◆ **Data provided**
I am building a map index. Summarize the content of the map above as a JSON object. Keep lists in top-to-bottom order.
--
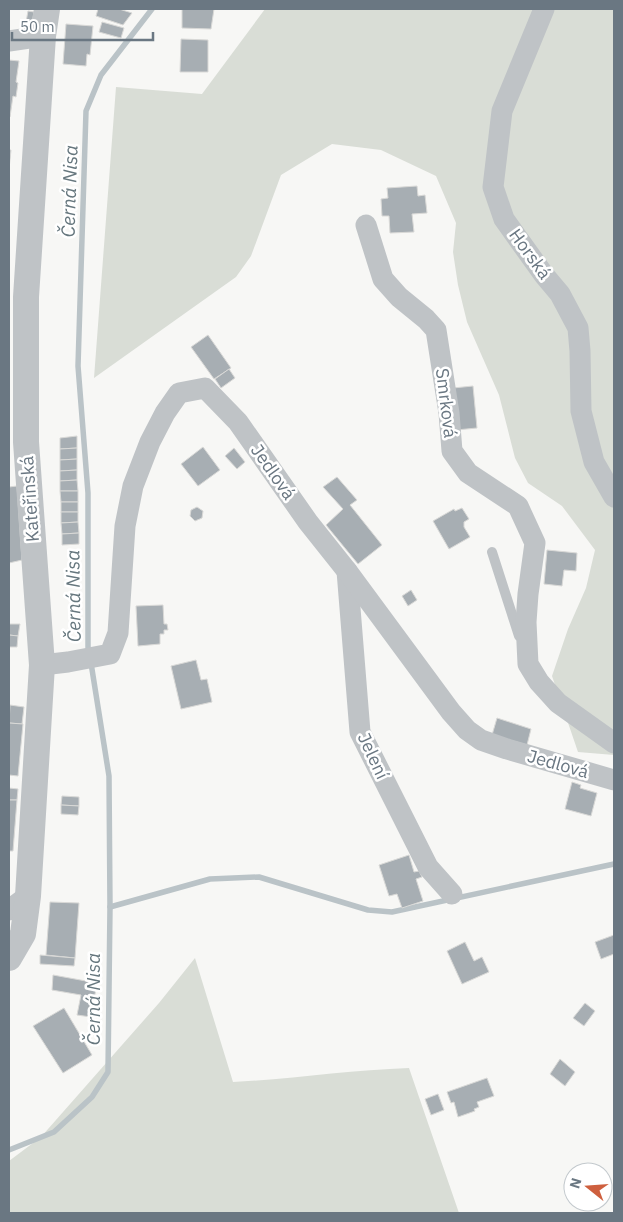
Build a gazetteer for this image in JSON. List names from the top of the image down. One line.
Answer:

◆ **Exercise goal**
Count the lines in the records that contain the word "JSON", and give only that number.

◆ **Written solution**
2